# post boxes



## susie mandrake (Aug 18, 2013)

New rules have been instituted by Spanish post office Correos. Now every single person receiving mail in an apartado (post box in the post office) has to have registered and paid extra. In our local post office they did not notify us of this change when we renewed in January nor when they started to get really strict in March. Mail addressed to Mr and Mrs is sent back without notice if she, for instance, is not inscribed. Letters addressed to you in any form other than what was on your documentation is also returned (i.e. Dick for Richard, Bob for Robert etc as staff think this is a different person!). This lost mail has caused much suffering and I have started a campaign - but the only people joining seem to be from our local post office here in Mojacar. Question - while the rules extend to the whole of Spain is ours the only one not to issue warnings - or now to behave so intransigently??? Are people throughout Spain getting the same unfair treatment? Please help and tell me your experiences. Thank you.


----------



## xabiaxica (Jun 23, 2009)

susie mandrake said:


> New rules have been instituted by Spanish post office Correos. Now every single person receiving mail in an apartado (post box in the post office) has to have registered and paid extra. In our local post office they did not notify us of this change when we renewed in January nor when they started to get really strict in March. Mail addressed to Mr and Mrs is sent back without notice if she, for instance, is not inscribed. Letters addressed to you in any form other than what was on your documentation is also returned (i.e. Dick for Richard, Bob for Robert etc as staff think this is a different person!). This lost mail has caused much suffering and I have started a campaign - but the only people joining seem to be from our local post office here in Mojacar. Question - while the rules extend to the whole of Spain is ours the only one not to issue warnings - or now to behave so intransigently??? Are people throughout Spain getting the same unfair treatment? Please help and tell me your experiences.
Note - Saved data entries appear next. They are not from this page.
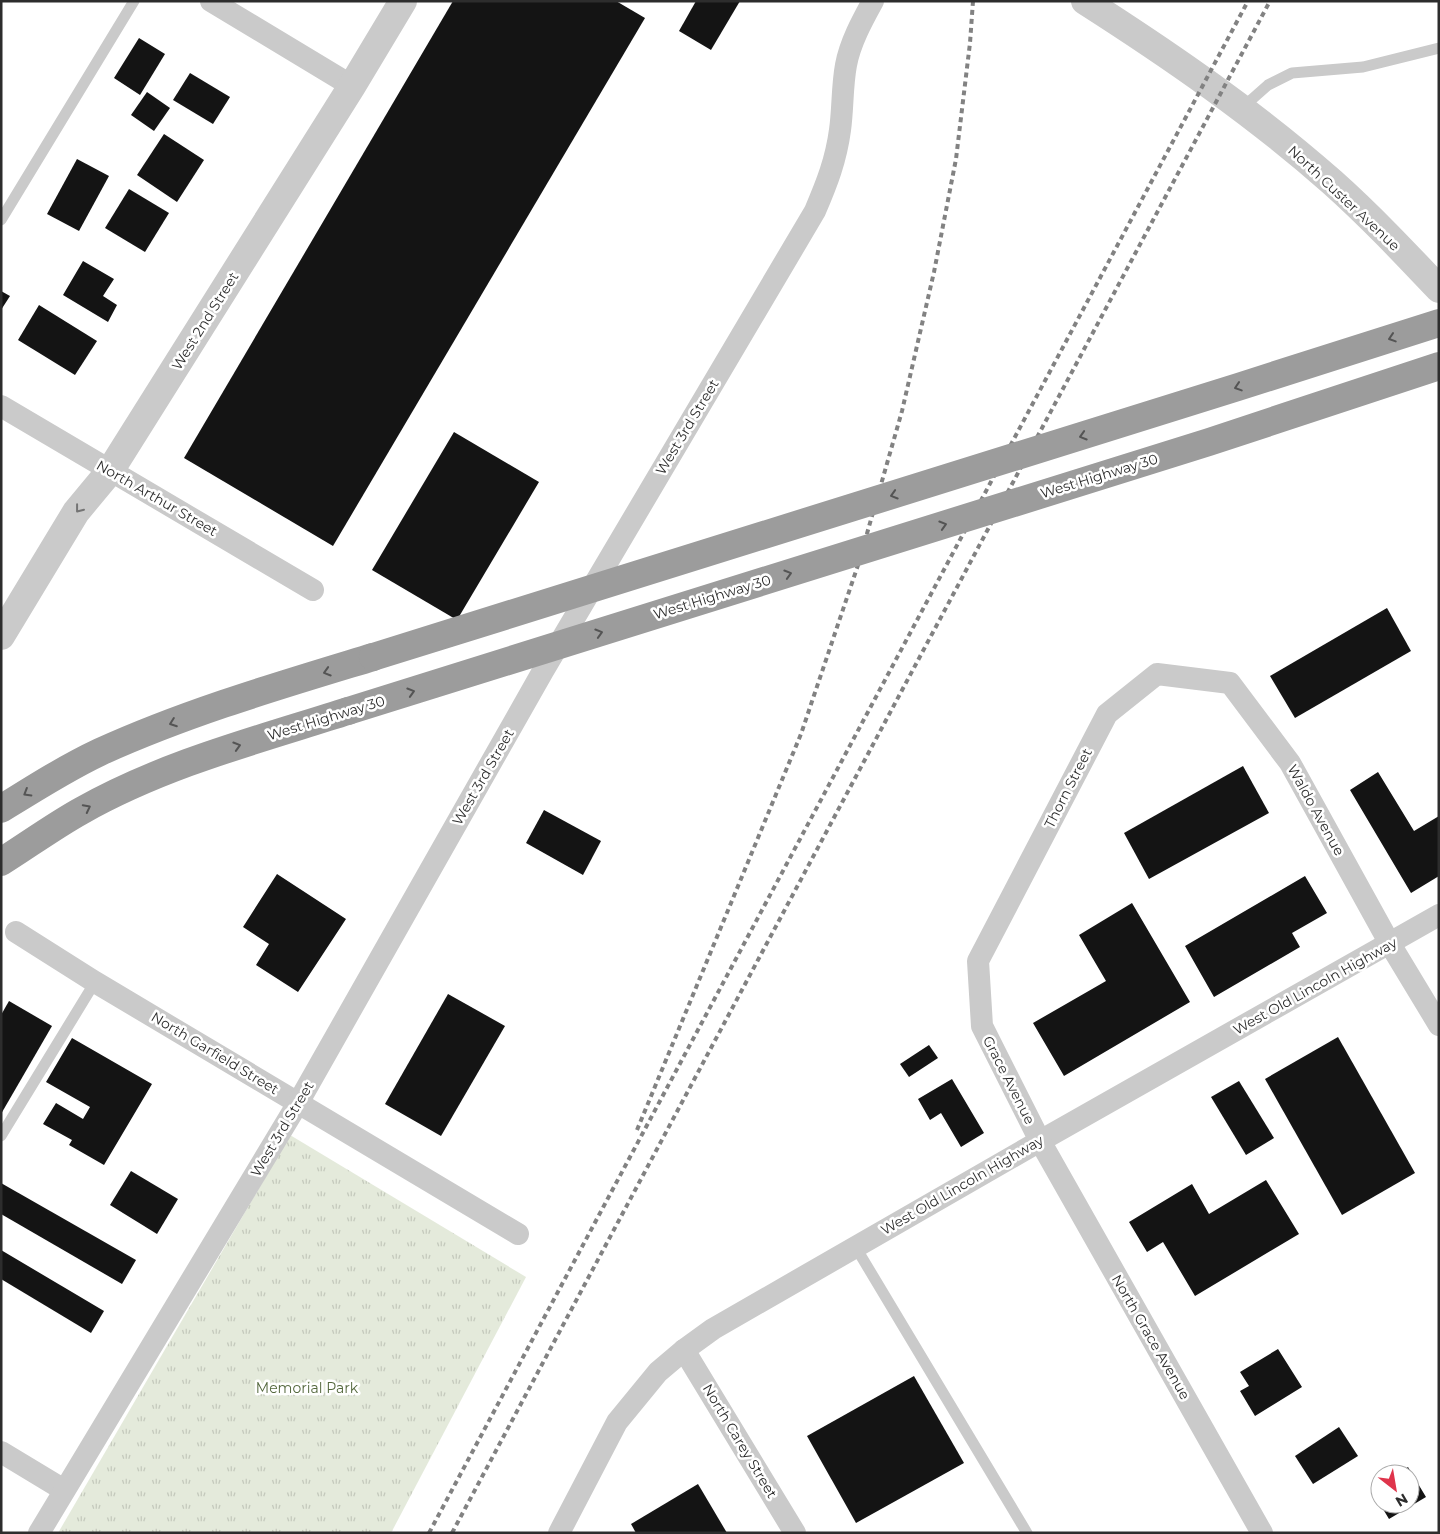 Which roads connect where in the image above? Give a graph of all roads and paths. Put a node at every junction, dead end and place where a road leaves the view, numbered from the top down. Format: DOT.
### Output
graph roads {
  1 [pos="134,1"];
  2 [pos="212,1"];
  3 [pos="403,1"];
  4 [pos="874,1"];
  5 [pos="1085,1"];
  6 [pos="1439,48"];
  7 [pos="352,86"];
  8 [pos="1232,100"];
  9 [pos="1,220"];
  10 [pos="1439,289"];
  11 [pos="1439,323"];
  12 [pos="1439,366"];
  13 [pos="1,406"];
  14 [pos="110,471"];
  15 [pos="313,590"];
  16 [pos="1,636"];
  17 [pos="1230,683"];
  18 [pos="1,809"];
  19 [pos="1,862"];
  20 [pos="1439,916"];
  21 [pos="16,932"];
  22 [pos="1390,944"];
  23 [pos="95,982"];
  24 [pos="980,987"];
  25 [pos="1439,1025"];
  26 [pos="298,1103"];
  27 [pos="1,1136"];
  28 [pos="1040,1141"];
  29 [pos="518,1234"];
  30 [pos="855,1246"];
  31 [pos="684,1350"];
  32 [pos="1,1452"];
  33 [pos="64,1490"];
  34 [pos="39,1533"];
  35 [pos="559,1533"];
  36 [pos="795,1533"];
  37 [pos="1027,1533"];
  38 [pos="1262,1533"];
  1 -- 9 [label="lane"];
  2 -- 7 [label="street"];
  3 -- 7 [label="street, West 2nd Street"];
  4 -- 26 [label="street, West 3rd Street"];
  5 -- 8 [label="street, North Custer Avenue"];
  6 -- 8 [label="lane"];
  7 -- 14 [label="street, West 2nd Street"];
  8 -- 10 [label="street, North Custer Avenue"];
  11 -- 18 [label="highway, one-way, bridge"];
  19 -- 12 [label="highway, West Highway 30, one-way, bridge"];
  13 -- 14 [label="street, North Arthur Street"];
  14 -- 15 [label="street, North Arthur Street"];
  14 -- 16 [label="street, West 2nd Street, one-way"];
  17 -- 22 [label="street, Waldo Avenue"];
  17 -- 24 [label="street, Thorn Street"];
  20 -- 22 [label="street, West Old Lincoln Highway"];
  21 -- 23 [label="street, North Garfield Street"];
  22 -- 25 [label="street, Waldo Avenue"];
  22 -- 28 [label="street, West Old Lincoln Highway"];
  23 -- 26 [label="street, North Garfield Street"];
  23 -- 27 [label="lane"];
  24 -- 28 [label="street, Grace Avenue"];
  26 -- 29 [label="street, North Garfield Street"];
  26 -- 33 [label="street, West 3rd Street"];
  28 -- 30 [label="street, West Old Lincoln Highway"];
  28 -- 38 [label="street, North Grace Avenue"];
  30 -- 31 [label="street, West Old Lincoln Highway"];
  30 -- 37 [label="lane"];
  31 -- 35 [label="street, West Old Lincoln Highway"];
  31 -- 36 [label="street, North Carey Street"];
  32 -- 33 [label="street"];
  33 -- 34 [label="street, West 3rd Street"];
} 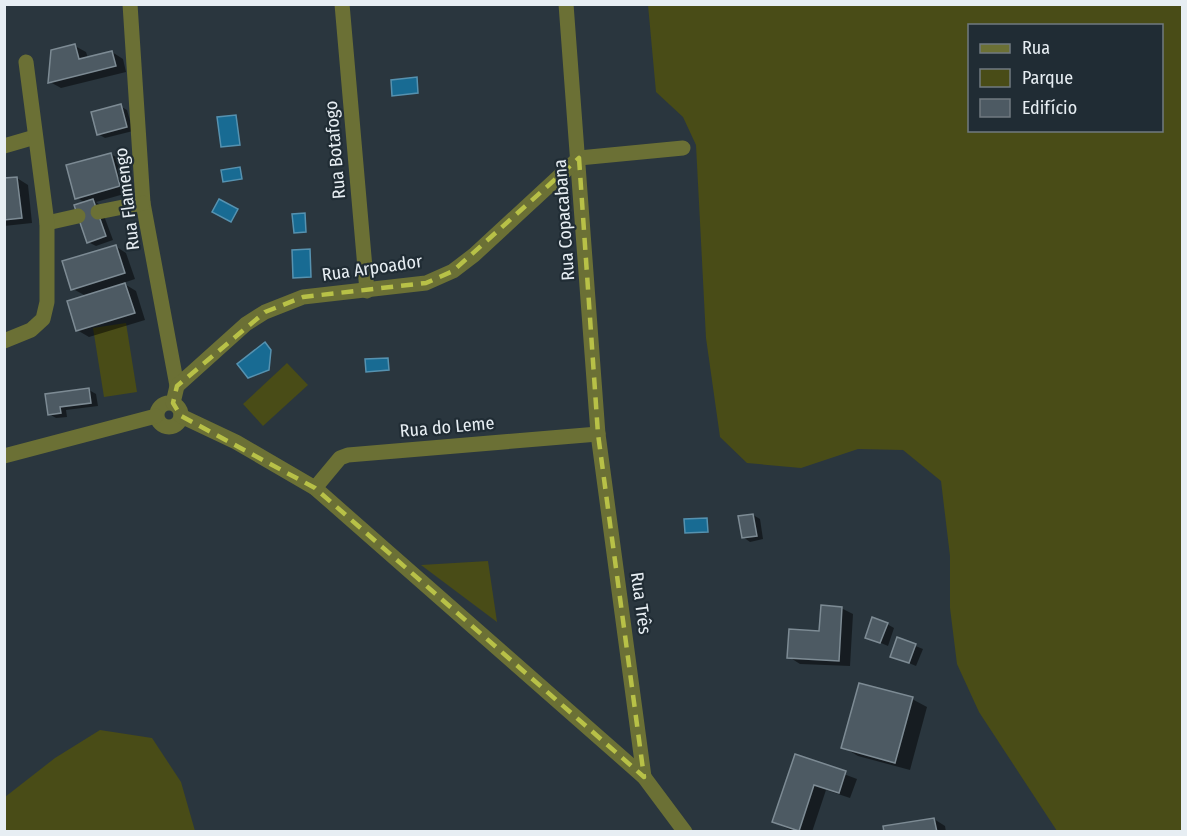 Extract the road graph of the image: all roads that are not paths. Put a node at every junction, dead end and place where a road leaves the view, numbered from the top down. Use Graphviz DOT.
graph roads {
  1 [pos="130,4"];
  2 [pos="342,4"];
  3 [pos="566,4"];
  4 [pos="26,62"];
  5 [pos="35,136"];
  6 [pos="4,146"];
  7 [pos="683,148"];
  8 [pos="579,158"];
  9 [pos="143,203"];
  10 [pos="98,212"];
  11 [pos="78,216"];
  12 [pos="47,223"];
  13 [pos="368,291"];
  14 [pos="4,341"];
  15 [pos="177,386"];
  16 [pos="177,410"];
  17 [pos="156,416"];
  18 [pos="598,434"];
  19 [pos="4,456"];
  20 [pos="315,488"];
  21 [pos="644,777"];
  22 [pos="685,831"];
  1 -- 9 [label="street, Rua Flamengo"];
  2 -- 13 [label="street, Rua Botafogo"];
  3 -- 8 [label="street, Rua Copacabana"];
  4 -- 5 [label="street"];
  5 -- 6 [label="street"];
  5 -- 12 [label="street"];
  7 -- 8 [label="street"];
  8 -- 13 [label="street, Rua Arpoador"];
  8 -- 18 [label="street, Rua Copacabana"];
  9 -- 10 [label="street"];
  9 -- 15 [label="street, Rua Flamengo"];
  11 -- 12 [label="street"];
  12 -- 14 [label="street"];
  13 -- 15 [label="street, Rua Arpoador"];
  15 -- 16 [label="street"];
  16 -- 17 [label="street"];
  16 -- 17 [label="street"];
  16 -- 20 [label="street"];
  17 -- 19 [label="street"];
  18 -- 20 [label="street, Rua do Leme"];
  18 -- 21 [label="street, Rua Três"];
  20 -- 21 [label="street"];
  21 -- 22 [label="street"];
} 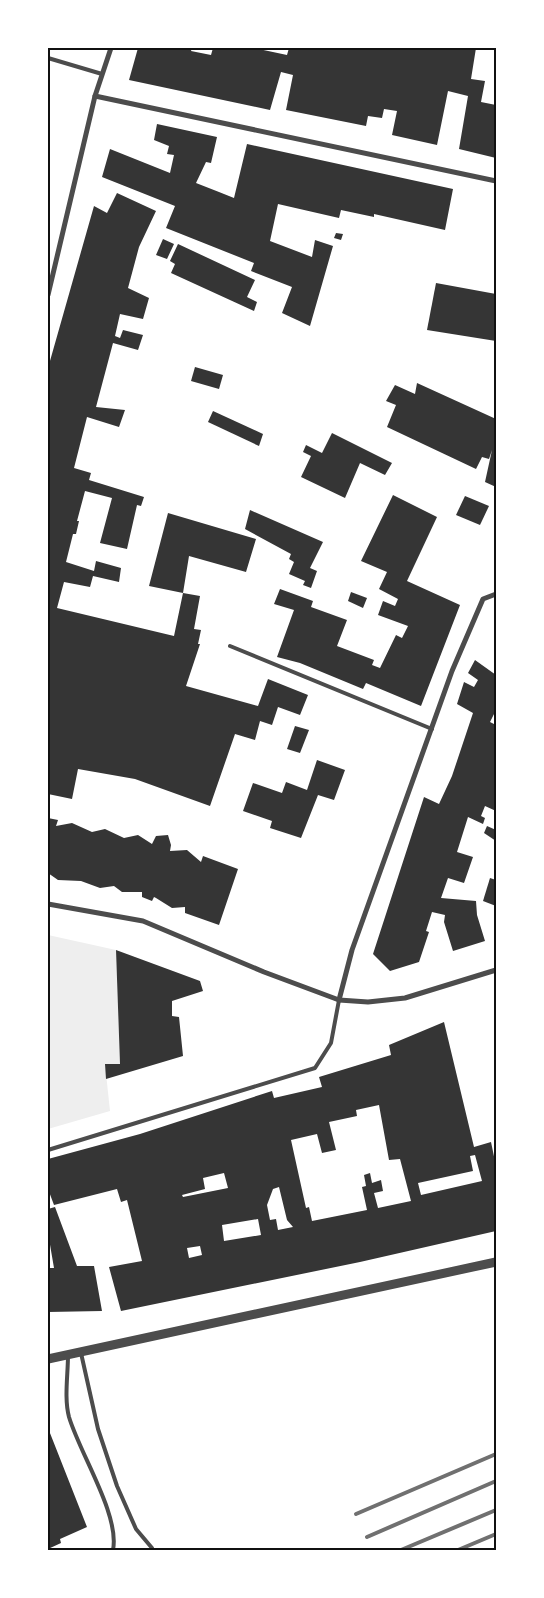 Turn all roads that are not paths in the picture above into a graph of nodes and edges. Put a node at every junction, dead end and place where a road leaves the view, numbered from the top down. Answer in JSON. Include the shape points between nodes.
{"nodes":[{"id":1,"x":111,"y":48,"type":"edge"},
{"id":2,"x":48,"y":58,"type":"edge"},
{"id":3,"x":102,"y":74,"type":"junction"},
{"id":4,"x":95,"y":96,"type":"junction"},
{"id":5,"x":496,"y":181,"type":"edge"},
{"id":6,"x":48,"y":295,"type":"edge"},
{"id":7,"x":496,"y":594,"type":"edge"},
{"id":8,"x":230,"y":646,"type":"dead end"},
{"id":9,"x":432,"y":729,"type":"junction"},
{"id":10,"x":48,"y":904,"type":"edge"},
{"id":11,"x":496,"y":970,"type":"edge"},
{"id":12,"x":339,"y":1000,"type":"junction"},
{"id":13,"x":48,"y":1150,"type":"edge"},
{"id":14,"x":496,"y":1262,"type":"edge"},
{"id":15,"x":81,"y":1353,"type":"junction"},
{"id":16,"x":68,"y":1355,"type":"junction"},
{"id":17,"x":48,"y":1359,"type":"edge"},
{"id":18,"x":152,"y":1548,"type":"dead end"},
{"id":19,"x":113,"y":1550,"type":"edge"}],
"edges":[{"from":1,"to":3,"type":"street"},
{"from":2,"to":3,"type":"lane"},
{"from":3,"to":4,"type":"street"},
{"from":4,"to":5,"type":"street"},
{"from":4,"to":6,"type":"street"},
{"from":7,"to":9,"type":"street","via":[[483,599],[452,671]]},
{"from":8,"to":9,"type":"lane"},
{"from":9,"to":12,"type":"street","via":[[352,950]]},
{"from":10,"to":12,"type":"street","via":[[143,921]]},
{"from":11,"to":12,"type":"street","via":[[405,998],[368,1002]]},
{"from":12,"to":13,"type":"lane","via":[[331,1043],[314,1068]]},
{"from":14,"to":15,"type":"street"},
{"from":15,"to":16,"type":"street"},
{"from":15,"to":18,"type":"lane","via":[[98,1429],[117,1486],[136,1529]]},
{"from":16,"to":17,"type":"street"},
{"from":16,"to":19,"type":"lane","via":[[68,1414],[114,1529]]}]} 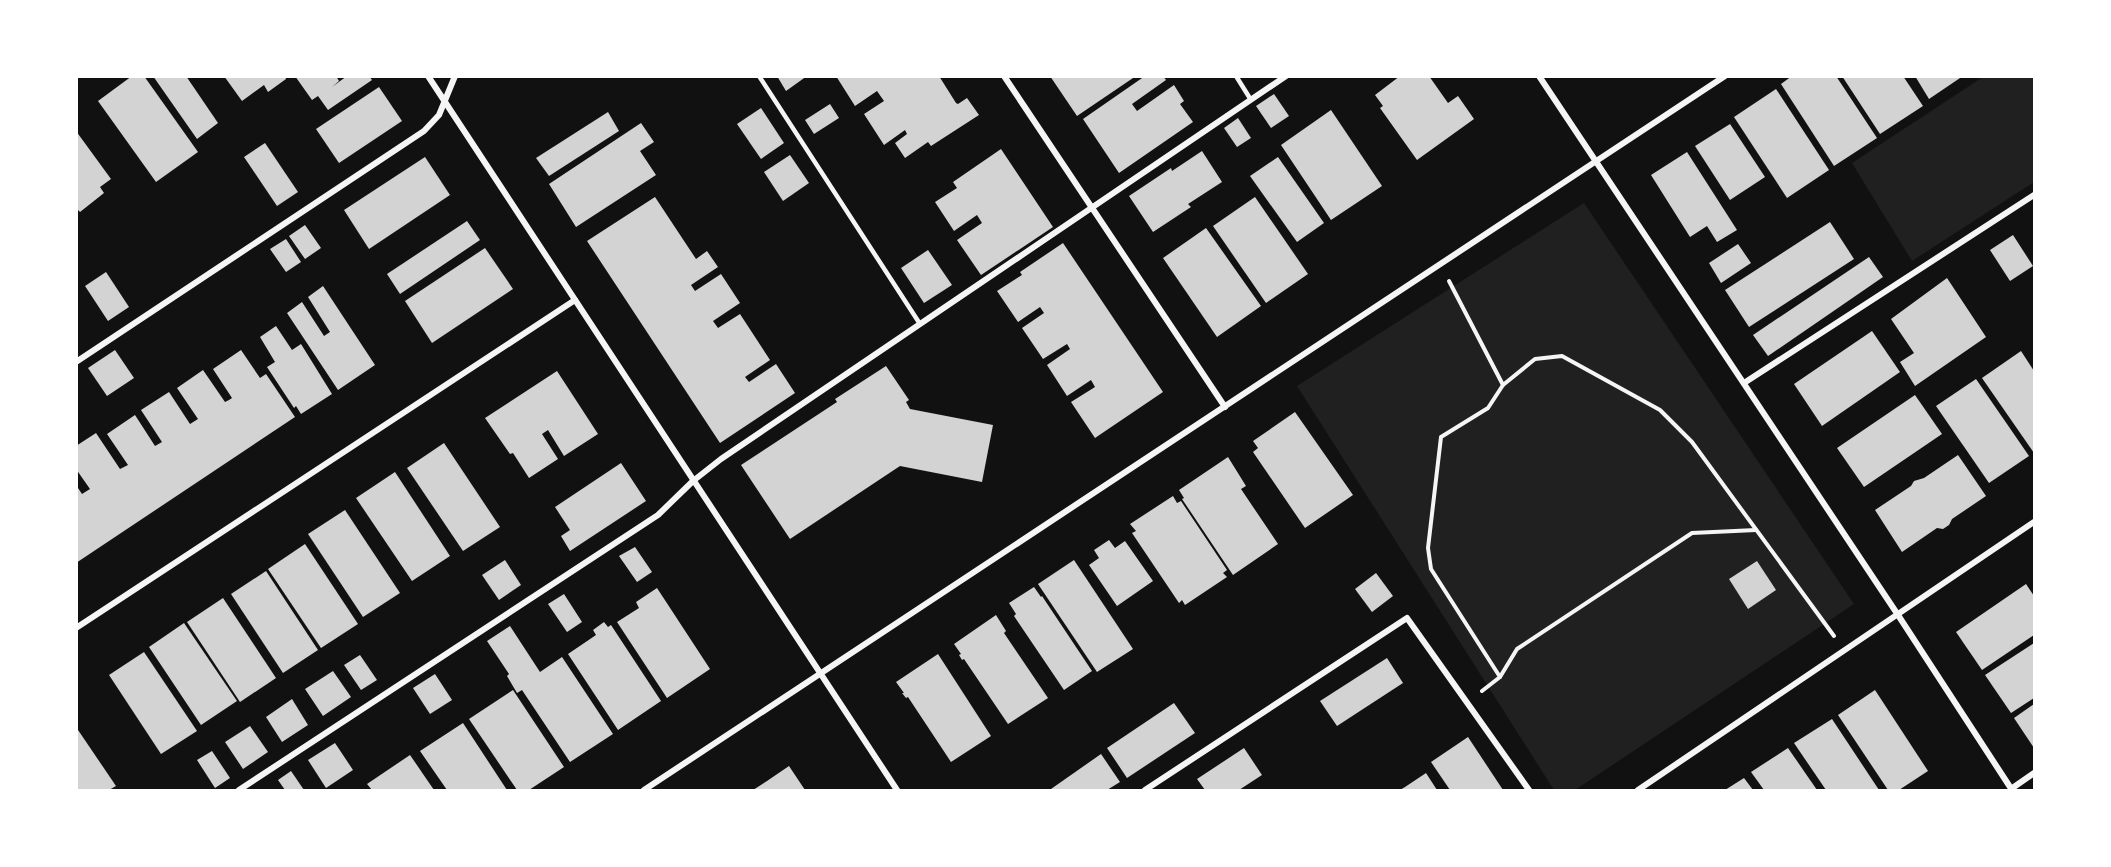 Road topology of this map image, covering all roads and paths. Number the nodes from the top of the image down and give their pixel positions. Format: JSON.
{"nodes":[{"id":1,"x":428,"y":76,"type":"edge"},
{"id":2,"x":455,"y":76,"type":"edge"},
{"id":3,"x":759,"y":76,"type":"edge"},
{"id":4,"x":1004,"y":76,"type":"edge"},
{"id":5,"x":1236,"y":76,"type":"edge"},
{"id":6,"x":1286,"y":76,"type":"edge"},
{"id":7,"x":1539,"y":76,"type":"edge"},
{"id":8,"x":1725,"y":76,"type":"edge"},
{"id":9,"x":1251,"y":100,"type":"junction"},
{"id":10,"x":446,"y":102,"type":"junction"},
{"id":11,"x":1596,"y":162,"type":"junction"},
{"id":12,"x":2034,"y":195,"type":"edge"},
{"id":13,"x":1093,"y":207,"type":"junction"},
{"id":14,"x":1441,"y":264,"type":"junction"},
{"id":15,"x":575,"y":300,"type":"junction"},
{"id":16,"x":920,"y":324,"type":"junction"},
{"id":17,"x":76,"y":362,"type":"edge"},
{"id":18,"x":1744,"y":383,"type":"junction"},
{"id":19,"x":1503,"y":386,"type":"junction"},
{"id":20,"x":1225,"y":407,"type":"junction"},
{"id":21,"x":693,"y":481,"type":"junction"},
{"id":22,"x":2034,"y":522,"type":"edge"},
{"id":23,"x":1756,"y":530,"type":"junction"},
{"id":24,"x":1898,"y":615,"type":"junction"},
{"id":25,"x":76,"y":628,"type":"edge"},
{"id":26,"x":1845,"y":651,"type":"junction"},
{"id":27,"x":820,"y":674,"type":"junction"},
{"id":28,"x":1500,"y":676,"type":"junction"},
{"id":29,"x":1467,"y":703,"type":"junction"},
{"id":30,"x":2034,"y":773,"type":"edge"},
{"id":31,"x":239,"y":790,"type":"edge"},
{"id":32,"x":644,"y":790,"type":"edge"},
{"id":33,"x":897,"y":790,"type":"edge"},
{"id":34,"x":1145,"y":790,"type":"edge"},
{"id":35,"x":1529,"y":790,"type":"edge"},
{"id":36,"x":1638,"y":790,"type":"edge"},
{"id":37,"x":2012,"y":790,"type":"edge"}],
"edges":[{"from":1,"to":10,"type":"street"},
{"from":2,"to":10,"type":"street"},
{"from":3,"to":16,"type":"lane"},
{"from":4,"to":13,"type":"street"},
{"from":5,"to":9,"type":"lane"},
{"from":6,"to":9,"type":"street"},
{"from":7,"to":11,"type":"street"},
{"from":8,"to":11,"type":"street"},
{"from":9,"to":13,"type":"street"},
{"from":10,"to":15,"type":"street"},
{"from":10,"to":17,"type":"street"},
{"from":11,"to":14,"type":"street"},
{"from":11,"to":18,"type":"street"},
{"from":12,"to":18,"type":"street"},
{"from":13,"to":16,"type":"street"},
{"from":13,"to":20,"type":"street"},
{"from":14,"to":19,"type":"path"},
{"from":14,"to":20,"type":"street"},
{"from":15,"to":21,"type":"street"},
{"from":15,"to":25,"type":"street"},
{"from":16,"to":21,"type":"street"},
{"from":18,"to":24,"type":"street"},
{"from":19,"to":23,"type":"path"},
{"from":19,"to":28,"type":"path"},
{"from":20,"to":27,"type":"street"},
{"from":21,"to":27,"type":"street"},
{"from":21,"to":31,"type":"street"},
{"from":22,"to":24,"type":"street"},
{"from":23,"to":26,"type":"path"},
{"from":23,"to":28,"type":"path"},
{"from":24,"to":26,"type":"street"},
{"from":24,"to":37,"type":"street"},
{"from":26,"to":36,"type":"street"},
{"from":27,"to":32,"type":"street"},
{"from":27,"to":33,"type":"street"},
{"from":28,"to":29,"type":"path"},
{"from":29,"to":34,"type":"street"},
{"from":29,"to":35,"type":"street"},
{"from":30,"to":37,"type":"street"}]}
Thank you.


:welcome:

sounds like a nightmare!

I don't use one, but I'm going to share this locally to see if anyone in my area has had the same treatment


----------



## CapnBilly (Jun 7, 2011)

xabiachica said:


> :welcome:
> 
> sounds like a nightmare!
> 
> I don't use one, but I'm going to share this locally to see if anyone in my area has had the same treatment


Think these rules have been in place for a while, it's just that they're now starting to apply them,presumably as a money making exercise.

http://www.correos.es/ss/Satellite/...talle_servicio-sidioma=en_GB#tarifas-producto


----------



## xabiaxica (Jun 23, 2009)

CapnBilly said:


> Think these rules have been in place for a while, it's just that they're now starting to apply them,presumably as a money making exercise.
> 
> Apartado Postal - Correos


yes, I'd heard about the rules - I just hadn't heard of them being applied so strictly!


----------



## thrax (Nov 13, 2008)

Yes, our Correos started rejecting mail if it wasn't addressed exactly or if it was addressed to our son, for instance. They told us we would have to pay for three names, that is three times the annual fee if we wanted mail addressed to three different family members with the same surname. We left. Our mail now goes to my parents home (in Nerja) and as it is their own box outside the house we have no problems anymore and it is FREEEEEEEEEEEEEEEEEEEEEEEEEEEEEEEEEEEE....


----------



## CapnBilly (Jun 7, 2011)

xabiachica said:


> yes, I'd heard about the rules - I just hadn't heard of them being applied so strictly!


I've seen it posted on 2/3 other forums in the last few months.


----------



## xabiaxica (Jun 23, 2009)

CapnBilly said:


> I've seen it posted on 2/3 other forums in the last few months.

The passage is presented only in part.